I love blank pages, full of possibilities, ready to soak up the ink from my word-spilling pen, happy to take my doodles that resemble nothing yet appear constantly when I am on the phone or mulling something over. The crisp, while cleanliness silently encourages me to make my mark, tattoo my thoughts and generally use it to convey something.
However, for our little ASD/Asperger’s girl, it is quite simply terrifying. A blank page means the dark prospect of having to pick up a pen (problem number one), write with said pen (problem number two), think of something to write or draw (problem number three) and continue with the writing/drawing until something is completed (problem number four). So, like so many things in her life, the thought process is complicated, the motivation hard to find and the ever present low self-esteem ready to ruin the best laid plans.
So let’s take these problems in turn:
Problem No 1 – Picking up the pen. No, she doesn’t have problems with the physical act but the enormity of what it means to have to embark on something. Motivation to create, complete, imagine or simply begin is very tough. Because for this little girl, ahead lies the possibility that things won’t be perfect, she will get judged for that imperfection or even that she will create something worthy of a compliment and compliments, are very hard to take. A compliment means that someone has noticed you, someone is trying to connect with you and confusing emotions will once again wash over her.

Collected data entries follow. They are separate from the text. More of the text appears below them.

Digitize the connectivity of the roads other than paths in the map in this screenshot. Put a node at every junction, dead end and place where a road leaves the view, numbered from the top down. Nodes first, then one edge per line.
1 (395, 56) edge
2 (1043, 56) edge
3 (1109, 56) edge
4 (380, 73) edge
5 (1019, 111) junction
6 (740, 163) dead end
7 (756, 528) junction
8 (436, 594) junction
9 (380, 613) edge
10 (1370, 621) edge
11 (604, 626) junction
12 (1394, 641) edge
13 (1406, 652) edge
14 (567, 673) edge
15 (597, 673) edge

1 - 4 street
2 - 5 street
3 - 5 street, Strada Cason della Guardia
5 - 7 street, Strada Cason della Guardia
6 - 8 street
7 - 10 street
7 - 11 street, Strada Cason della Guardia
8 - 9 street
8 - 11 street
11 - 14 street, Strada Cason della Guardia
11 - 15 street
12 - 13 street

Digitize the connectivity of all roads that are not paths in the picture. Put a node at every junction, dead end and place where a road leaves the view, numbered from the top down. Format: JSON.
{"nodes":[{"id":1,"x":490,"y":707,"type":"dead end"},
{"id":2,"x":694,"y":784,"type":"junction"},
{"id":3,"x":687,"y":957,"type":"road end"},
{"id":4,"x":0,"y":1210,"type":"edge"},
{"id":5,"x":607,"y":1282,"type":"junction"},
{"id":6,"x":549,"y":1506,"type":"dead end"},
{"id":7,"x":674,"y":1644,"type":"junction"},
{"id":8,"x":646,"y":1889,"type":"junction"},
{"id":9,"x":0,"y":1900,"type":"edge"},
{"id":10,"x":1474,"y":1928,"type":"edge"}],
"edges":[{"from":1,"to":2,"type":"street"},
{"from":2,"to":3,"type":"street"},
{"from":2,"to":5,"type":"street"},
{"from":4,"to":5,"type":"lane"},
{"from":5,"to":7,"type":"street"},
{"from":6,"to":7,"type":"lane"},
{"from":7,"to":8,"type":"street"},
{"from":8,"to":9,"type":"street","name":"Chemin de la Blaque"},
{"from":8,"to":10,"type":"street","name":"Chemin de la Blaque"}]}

Problem No 2 – Writing and drawing. When someone’s confidence is chipped away little and often about a particular thing, I don’t think they every get it back. There is a permanent scar, a constant niggle that you will never get it right. So for her, the mere thought of putting pen to paper brings back the time she was told her writing was messy, the time her work wasn’t hung on the wall and the ache in her wrist when she tried and tried and tried.
Problem No 3 – Imagination. Anyone who has read in-depth about girls with Asperger’s/ASD will know that they show far stronger creative skills than boys with a similar diagnosis and our little one is no different, but when you have a million ideas coming into your head, how do you filter out just one? When every action can have 20 possible ramifications, all of which she computes in an instant, deciding whether it is a mermaid or a dog, a poem or a letter, a scribble or a square is exhausting.
Problem No 4 – Completing. I don’t know if I will every be able to describe my daughter as a starter/finisher (or even a starter) because when your brain is firing, your ears are picking up the hum of the washing machine three rooms away, your toes are feeling the cold smooth wooden floor, your nose is smelling dinner cooking in the kitchen, it is hard not to get distracted. There is also her overwhelming need to fidget; the wobble cushion, the fidget pen, the bendy ruler and the hair flicking so her hands are just as active as her mind.
The incredible thing is though that when she manages to combat the nerves and the concern and the worry and the desire to move, what she produces is lovely, not extraordinary, not gallery worthy, not prizewinning but wonderfully cute and naïve and exactly what an eight-year-old should produce. So, even though we don’t have 20 paintings stuck to our fridge, we do have one and I love it.